What to do ▸ Your task is to reproduce, exactly and only, the lines running from the line containing "ring dip: (438, 196)" to the end of the data below, both included.

[Opening Task inputs section]

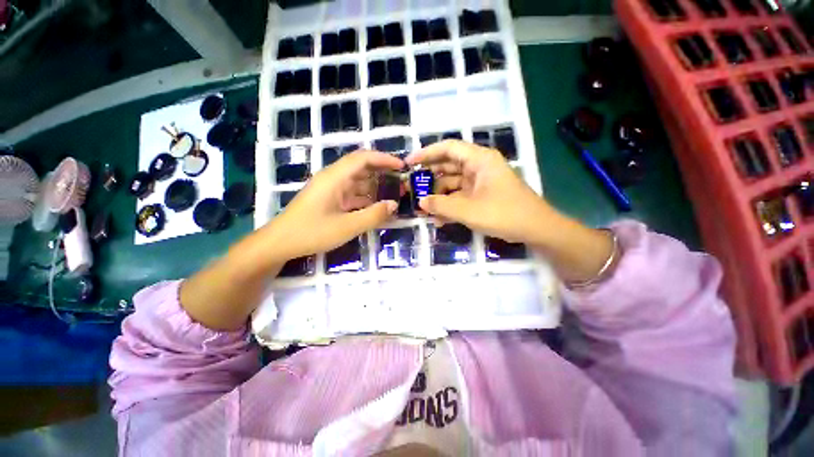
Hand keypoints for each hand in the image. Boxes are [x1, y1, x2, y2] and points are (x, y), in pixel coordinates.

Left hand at [263, 150, 402, 260]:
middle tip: (402, 181)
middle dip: (383, 172)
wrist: (280, 244)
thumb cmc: (312, 233)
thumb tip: (394, 205)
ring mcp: (331, 190)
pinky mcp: (330, 200)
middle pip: (361, 167)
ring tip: (394, 194)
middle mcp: (333, 179)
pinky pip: (353, 194)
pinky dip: (366, 198)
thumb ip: (373, 215)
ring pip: (358, 182)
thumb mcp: (347, 227)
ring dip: (376, 186)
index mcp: (335, 178)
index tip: (402, 166)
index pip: (363, 158)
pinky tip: (377, 206)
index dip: (384, 159)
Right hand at [405, 140, 553, 244]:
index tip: (409, 163)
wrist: (536, 229)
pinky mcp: (481, 196)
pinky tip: (438, 219)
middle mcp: (479, 167)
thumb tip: (420, 202)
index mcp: (479, 160)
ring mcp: (480, 182)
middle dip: (429, 178)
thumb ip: (441, 205)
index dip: (426, 153)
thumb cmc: (504, 214)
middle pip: (448, 166)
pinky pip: (460, 196)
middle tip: (411, 189)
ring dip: (438, 196)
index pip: (448, 148)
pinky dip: (449, 205)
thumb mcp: (468, 211)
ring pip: (453, 184)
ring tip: (422, 209)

[Closing Task inputs section]

Completed task ▸
ring dip: (438, 196)
index pip: (448, 148)
pinky dip: (449, 205)
thumb mcp: (468, 211)
ring pip: (453, 184)
ring tip: (422, 209)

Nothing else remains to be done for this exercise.